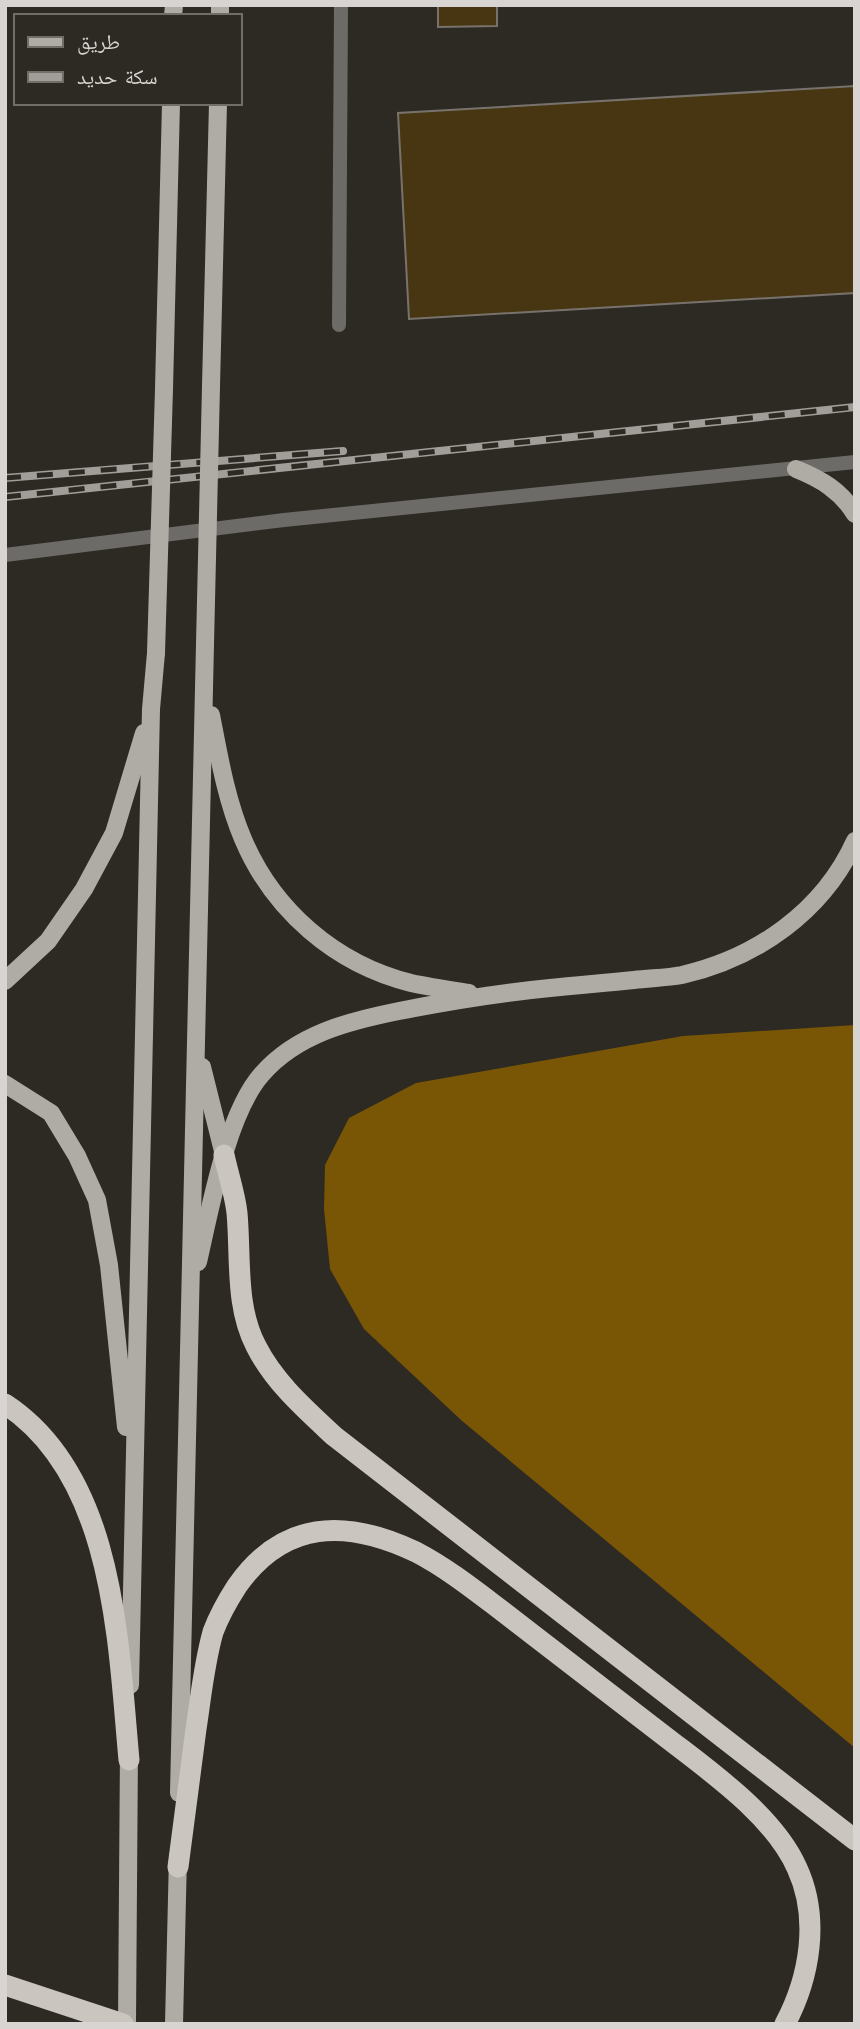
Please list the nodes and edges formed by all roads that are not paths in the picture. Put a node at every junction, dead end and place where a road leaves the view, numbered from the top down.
1 (341, 5) edge
2 (171, 105) edge
3 (218, 105) edge
4 (339, 325) dead end
5 (855, 462) edge
6 (796, 469) junction
7 (855, 514) edge
8 (5, 555) edge
9 (204, 680) junction
10 (151, 709) junction
11 (855, 841) edge
12 (5, 981) edge
13 (479, 995) junction
14 (196, 1043) junction
15 (5, 1084) edge
16 (224, 1156) junction
17 (190, 1297) junction
18 (5, 1404) edge
19 (134, 1497) junction
20 (129, 1760) junction
21 (855, 1840) edge
22 (178, 1867) junction
23 (5, 1985) edge
24 (5, 1993) edge
25 (125, 2024) edge
26 (174, 2024) edge
27 (785, 2024) edge

1 - 4 street
2 - 10 main road, bridge
3 - 9 main road, bridge
5 - 6 street
6 - 7 main road
6 - 8 street
9 - 13 main road
9 - 14 main road
10 - 12 main road
10 - 19 main road
11 - 13 main road
13 - 16 main road
14 - 16 main road
14 - 17 main road
15 - 19 main road
16 - 17 main road
16 - 21 highway
17 - 22 main road
18 - 20 highway
19 - 20 main road
20 - 25 main road
22 - 26 main road
22 - 27 highway
23 - 25 highway
24 - 25 highway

________________________________________

**Work to be completed**
Write the records out once more, exactly as they appear, with no pictures.

**Result for this exercise**
Please list the nodes and edges formed by all roads that are not paths in the picture. Put a node at every junction, dead end and place where a road leaves the view, numbered from the top down.
1 (341, 5) edge
2 (171, 105) edge
3 (218, 105) edge
4 (339, 325) dead end
5 (855, 462) edge
6 (796, 469) junction
7 (855, 514) edge
8 (5, 555) edge
9 (204, 680) junction
10 (151, 709) junction
11 (855, 841) edge
12 (5, 981) edge
13 (479, 995) junction
14 (196, 1043) junction
15 (5, 1084) edge
16 (224, 1156) junction
17 (190, 1297) junction
18 (5, 1404) edge
19 (134, 1497) junction
20 (129, 1760) junction
21 (855, 1840) edge
22 (178, 1867) junction
23 (5, 1985) edge
24 (5, 1993) edge
25 (125, 2024) edge
26 (174, 2024) edge
27 (785, 2024) edge

1 - 4 street
2 - 10 main road, bridge
3 - 9 main road, bridge
5 - 6 street
6 - 7 main road
6 - 8 street
9 - 13 main road
9 - 14 main road
10 - 12 main road
10 - 19 main road
11 - 13 main road
13 - 16 main road
14 - 16 main road
14 - 17 main road
15 - 19 main road
16 - 17 main road
16 - 21 highway
17 - 22 main road
18 - 20 highway
19 - 20 main road
20 - 25 main road
22 - 26 main road
22 - 27 highway
23 - 25 highway
24 - 25 highway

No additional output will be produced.